DATA IN THIS EXERCISE below:
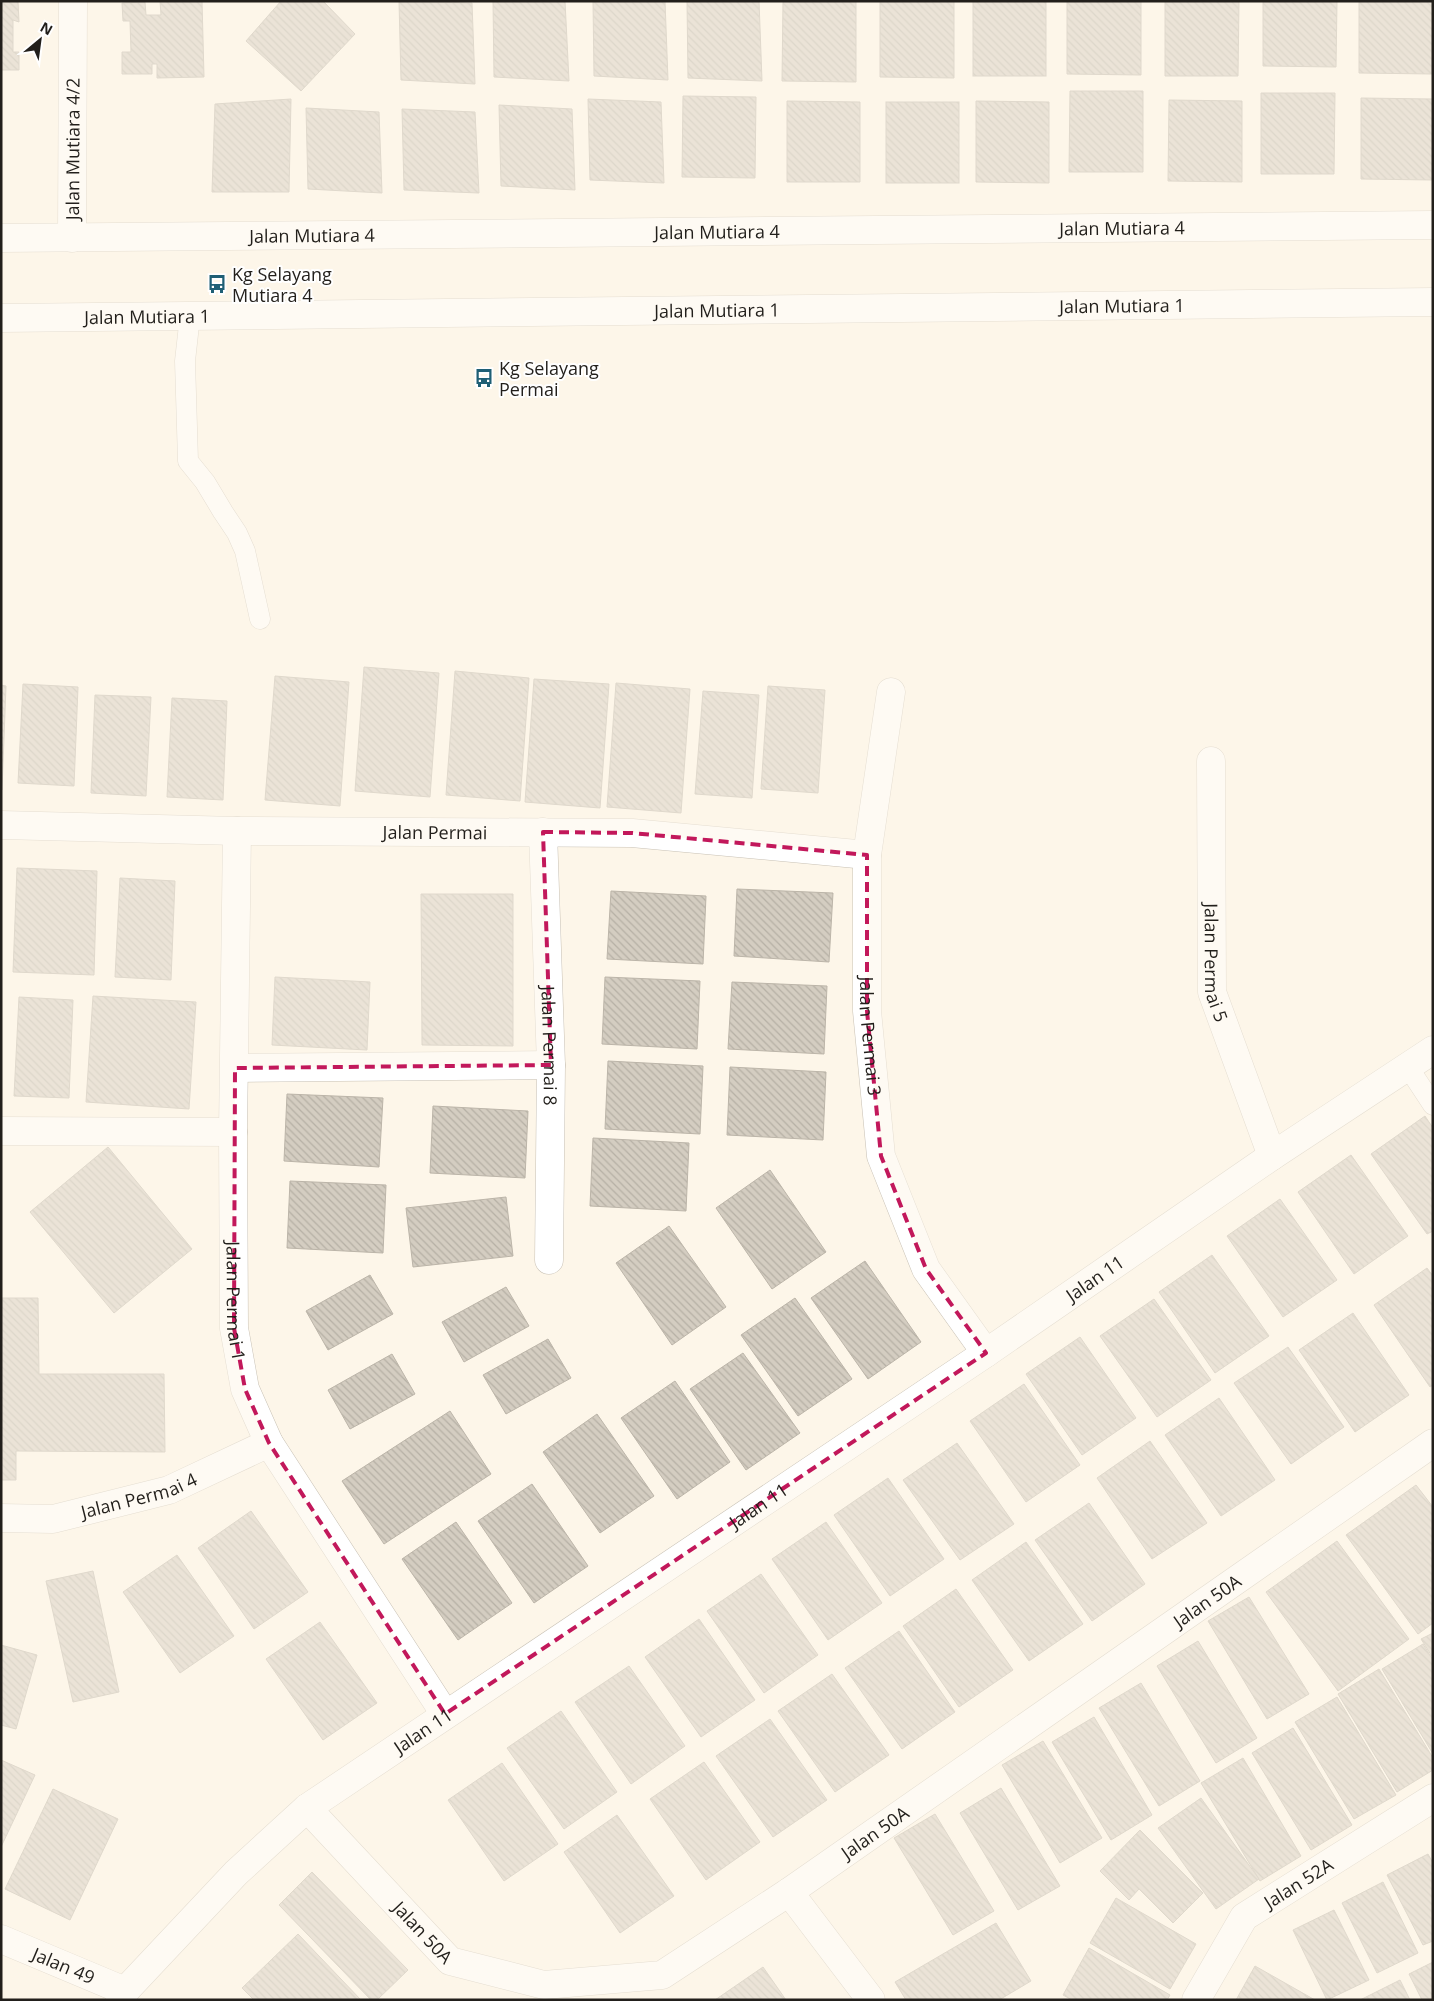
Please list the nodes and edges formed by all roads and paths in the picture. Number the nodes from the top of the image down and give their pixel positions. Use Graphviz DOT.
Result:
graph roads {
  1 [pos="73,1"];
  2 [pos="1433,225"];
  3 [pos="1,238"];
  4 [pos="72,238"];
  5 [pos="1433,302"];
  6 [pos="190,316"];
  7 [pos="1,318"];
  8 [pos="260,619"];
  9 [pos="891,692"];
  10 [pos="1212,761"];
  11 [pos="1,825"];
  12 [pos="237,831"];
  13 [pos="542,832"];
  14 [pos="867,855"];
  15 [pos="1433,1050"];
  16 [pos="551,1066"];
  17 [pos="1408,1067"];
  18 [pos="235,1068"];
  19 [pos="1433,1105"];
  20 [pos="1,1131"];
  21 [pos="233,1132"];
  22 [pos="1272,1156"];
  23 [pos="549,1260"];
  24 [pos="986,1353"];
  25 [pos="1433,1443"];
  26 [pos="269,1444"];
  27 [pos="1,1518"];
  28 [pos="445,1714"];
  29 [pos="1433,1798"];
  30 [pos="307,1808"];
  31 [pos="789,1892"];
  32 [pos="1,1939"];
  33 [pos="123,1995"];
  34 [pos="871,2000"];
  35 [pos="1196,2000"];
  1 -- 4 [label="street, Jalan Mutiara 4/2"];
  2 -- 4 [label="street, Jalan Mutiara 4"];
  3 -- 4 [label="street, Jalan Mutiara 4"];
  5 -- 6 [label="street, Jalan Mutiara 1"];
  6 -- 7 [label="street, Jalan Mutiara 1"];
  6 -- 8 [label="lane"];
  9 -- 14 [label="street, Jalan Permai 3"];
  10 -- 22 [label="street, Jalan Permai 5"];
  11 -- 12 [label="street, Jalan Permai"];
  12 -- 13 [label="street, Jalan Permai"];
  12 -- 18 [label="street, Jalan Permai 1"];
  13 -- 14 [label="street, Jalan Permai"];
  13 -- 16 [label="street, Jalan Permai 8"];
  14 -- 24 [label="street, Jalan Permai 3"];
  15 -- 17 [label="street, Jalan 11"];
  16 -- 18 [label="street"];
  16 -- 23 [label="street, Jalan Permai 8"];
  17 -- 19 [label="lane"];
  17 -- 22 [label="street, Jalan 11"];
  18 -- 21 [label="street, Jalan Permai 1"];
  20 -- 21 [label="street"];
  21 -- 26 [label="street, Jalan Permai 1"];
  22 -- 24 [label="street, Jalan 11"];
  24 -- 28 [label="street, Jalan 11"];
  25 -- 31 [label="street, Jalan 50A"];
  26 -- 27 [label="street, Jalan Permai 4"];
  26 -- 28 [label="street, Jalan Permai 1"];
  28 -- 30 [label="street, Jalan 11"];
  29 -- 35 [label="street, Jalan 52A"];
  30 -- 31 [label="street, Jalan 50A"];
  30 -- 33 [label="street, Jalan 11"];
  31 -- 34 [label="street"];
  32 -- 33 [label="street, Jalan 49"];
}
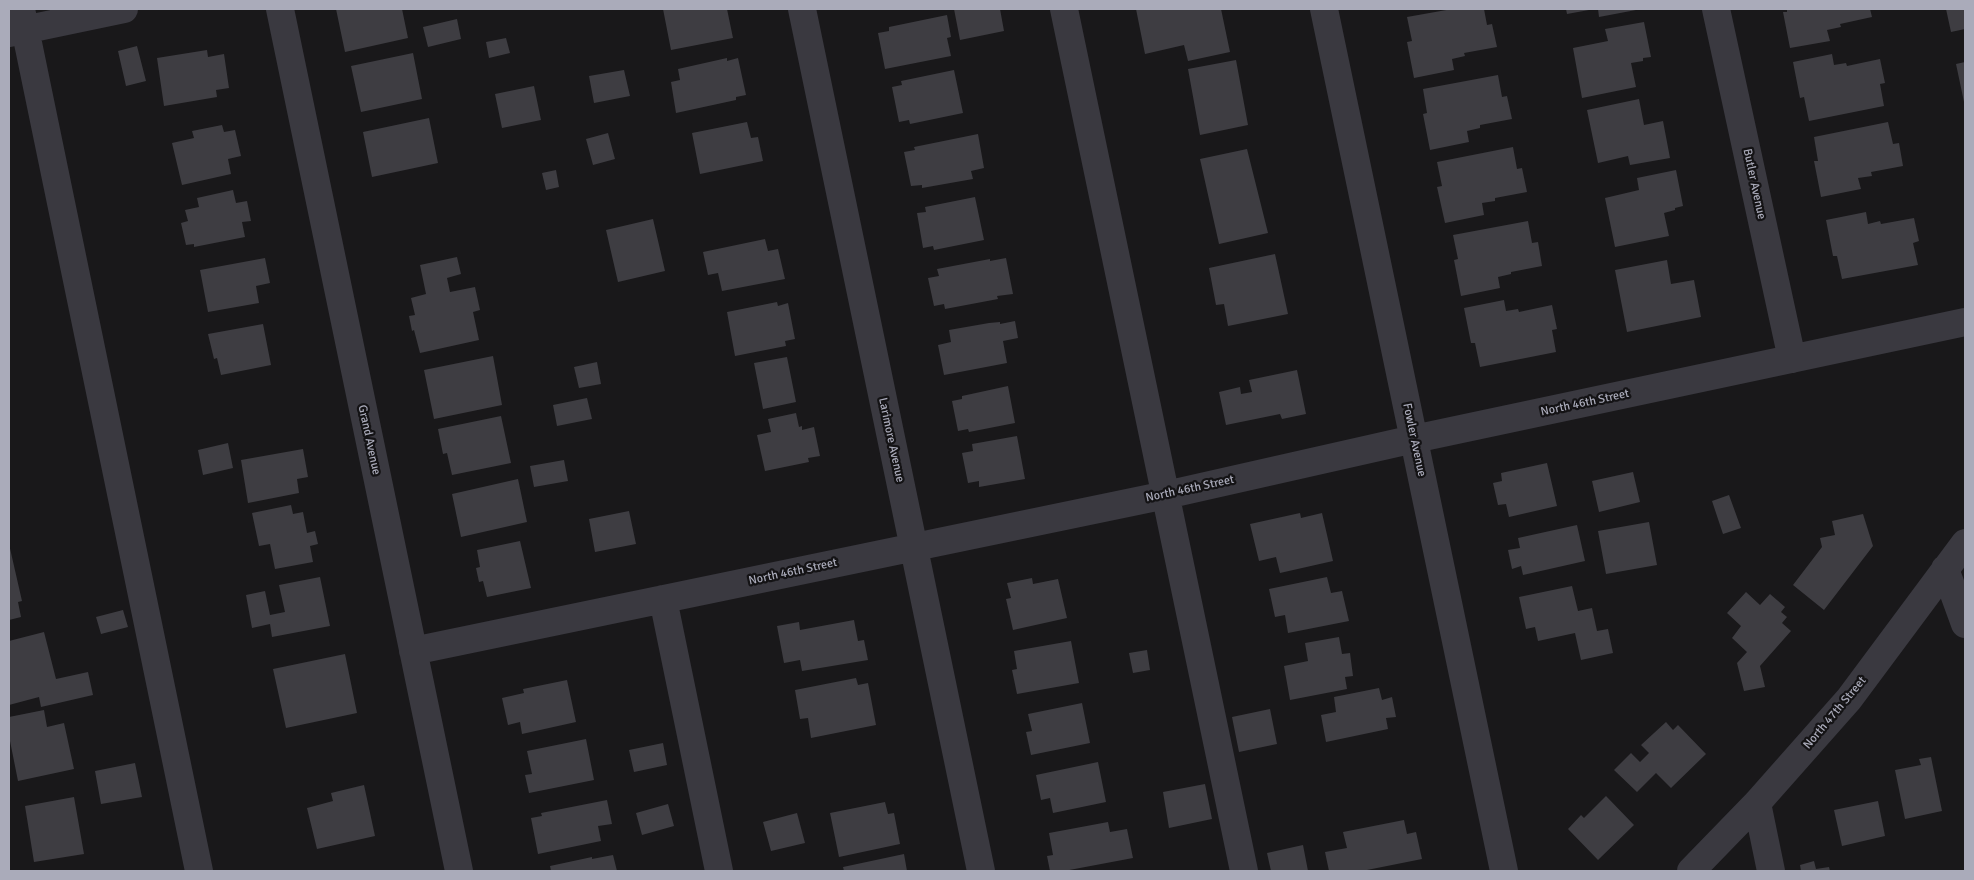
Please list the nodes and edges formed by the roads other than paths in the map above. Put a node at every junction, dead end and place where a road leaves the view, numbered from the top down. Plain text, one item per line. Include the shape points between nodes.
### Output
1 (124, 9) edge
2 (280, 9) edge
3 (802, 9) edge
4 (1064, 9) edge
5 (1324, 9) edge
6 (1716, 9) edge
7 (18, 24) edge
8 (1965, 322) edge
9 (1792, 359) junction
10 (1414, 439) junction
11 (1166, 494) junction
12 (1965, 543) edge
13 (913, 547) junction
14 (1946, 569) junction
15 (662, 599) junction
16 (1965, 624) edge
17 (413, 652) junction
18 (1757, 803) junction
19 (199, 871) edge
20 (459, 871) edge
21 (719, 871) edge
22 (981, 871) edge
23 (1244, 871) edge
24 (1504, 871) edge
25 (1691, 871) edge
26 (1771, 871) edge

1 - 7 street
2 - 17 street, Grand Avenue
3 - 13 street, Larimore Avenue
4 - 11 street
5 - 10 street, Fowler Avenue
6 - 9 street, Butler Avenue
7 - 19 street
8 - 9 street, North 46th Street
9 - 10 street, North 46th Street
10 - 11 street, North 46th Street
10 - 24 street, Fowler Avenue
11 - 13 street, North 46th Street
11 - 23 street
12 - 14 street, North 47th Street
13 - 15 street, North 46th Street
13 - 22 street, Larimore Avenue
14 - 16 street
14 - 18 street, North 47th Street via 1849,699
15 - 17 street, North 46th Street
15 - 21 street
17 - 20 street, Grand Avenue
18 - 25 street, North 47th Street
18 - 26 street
End of DATA IN THIS EXERCISE.
Type out the data above once more, exactly, with no images included.

SOLUTION FOR THIS EXERCISE:
Please list the nodes and edges formed by all roads and paths in the picture. Number the nodes from the top of the image down and give their pixel positions. Use Graphviz DOT.
Result:
graph roads {
  1 [pos="73,1"];
  2 [pos="1433,225"];
  3 [pos="1,238"];
  4 [pos="72,238"];
  5 [pos="1433,302"];
  6 [pos="190,316"];
  7 [pos="1,318"];
  8 [pos="260,619"];
  9 [pos="891,692"];
  10 [pos="1212,761"];
  11 [pos="1,825"];
  12 [pos="237,831"];
  13 [pos="542,832"];
  14 [pos="867,855"];
  15 [pos="1433,1050"];
  16 [pos="551,1066"];
  17 [pos="1408,1067"];
  18 [pos="235,1068"];
  19 [pos="1433,1105"];
  20 [pos="1,1131"];
  21 [pos="233,1132"];
  22 [pos="1272,1156"];
  23 [pos="549,1260"];
  24 [pos="986,1353"];
  25 [pos="1433,1443"];
  26 [pos="269,1444"];
  27 [pos="1,1518"];
  28 [pos="445,1714"];
  29 [pos="1433,1798"];
  30 [pos="307,1808"];
  31 [pos="789,1892"];
  32 [pos="1,1939"];
  33 [pos="123,1995"];
  34 [pos="871,2000"];
  35 [pos="1196,2000"];
  1 -- 4 [label="street, Jalan Mutiara 4/2"];
  2 -- 4 [label="street, Jalan Mutiara 4"];
  3 -- 4 [label="street, Jalan Mutiara 4"];
  5 -- 6 [label="street, Jalan Mutiara 1"];
  6 -- 7 [label="street, Jalan Mutiara 1"];
  6 -- 8 [label="lane"];
  9 -- 14 [label="street, Jalan Permai 3"];
  10 -- 22 [label="street, Jalan Permai 5"];
  11 -- 12 [label="street, Jalan Permai"];
  12 -- 13 [label="street, Jalan Permai"];
  12 -- 18 [label="street, Jalan Permai 1"];
  13 -- 14 [label="street, Jalan Permai"];
  13 -- 16 [label="street, Jalan Permai 8"];
  14 -- 24 [label="street, Jalan Permai 3"];
  15 -- 17 [label="street, Jalan 11"];
  16 -- 18 [label="street"];
  16 -- 23 [label="street, Jalan Permai 8"];
  17 -- 19 [label="lane"];
  17 -- 22 [label="street, Jalan 11"];
  18 -- 21 [label="street, Jalan Permai 1"];
  20 -- 21 [label="street"];
  21 -- 26 [label="street, Jalan Permai 1"];
  22 -- 24 [label="street, Jalan 11"];
  24 -- 28 [label="street, Jalan 11"];
  25 -- 31 [label="street, Jalan 50A"];
  26 -- 27 [label="street, Jalan Permai 4"];
  26 -- 28 [label="street, Jalan Permai 1"];
  28 -- 30 [label="street, Jalan 11"];
  29 -- 35 [label="street, Jalan 52A"];
  30 -- 31 [label="street, Jalan 50A"];
  30 -- 33 [label="street, Jalan 11"];
  31 -- 34 [label="street"];
  32 -- 33 [label="street, Jalan 49"];
}
Please list the nodes and edges formed by the roads other than paths in the map above. Put a node at every junction, dead end and place where a road leaves the view, numbered from the top down. Plain text, one item per line. Include the shape points between nodes.
### Output
1 (124, 9) edge
2 (280, 9) edge
3 (802, 9) edge
4 (1064, 9) edge
5 (1324, 9) edge
6 (1716, 9) edge
7 (18, 24) edge
8 (1965, 322) edge
9 (1792, 359) junction
10 (1414, 439) junction
11 (1166, 494) junction
12 (1965, 543) edge
13 (913, 547) junction
14 (1946, 569) junction
15 (662, 599) junction
16 (1965, 624) edge
17 (413, 652) junction
18 (1757, 803) junction
19 (199, 871) edge
20 (459, 871) edge
21 (719, 871) edge
22 (981, 871) edge
23 (1244, 871) edge
24 (1504, 871) edge
25 (1691, 871) edge
26 (1771, 871) edge

1 - 7 street
2 - 17 street, Grand Avenue
3 - 13 street, Larimore Avenue
4 - 11 street
5 - 10 street, Fowler Avenue
6 - 9 street, Butler Avenue
7 - 19 street
8 - 9 street, North 46th Street
9 - 10 street, North 46th Street
10 - 11 street, North 46th Street
10 - 24 street, Fowler Avenue
11 - 13 street, North 46th Street
11 - 23 street
12 - 14 street, North 47th Street
13 - 15 street, North 46th Street
13 - 22 street, Larimore Avenue
14 - 16 street
14 - 18 street, North 47th Street via 1849,699
15 - 17 street, North 46th Street
15 - 21 street
17 - 20 street, Grand Avenue
18 - 25 street, North 47th Street
18 - 26 street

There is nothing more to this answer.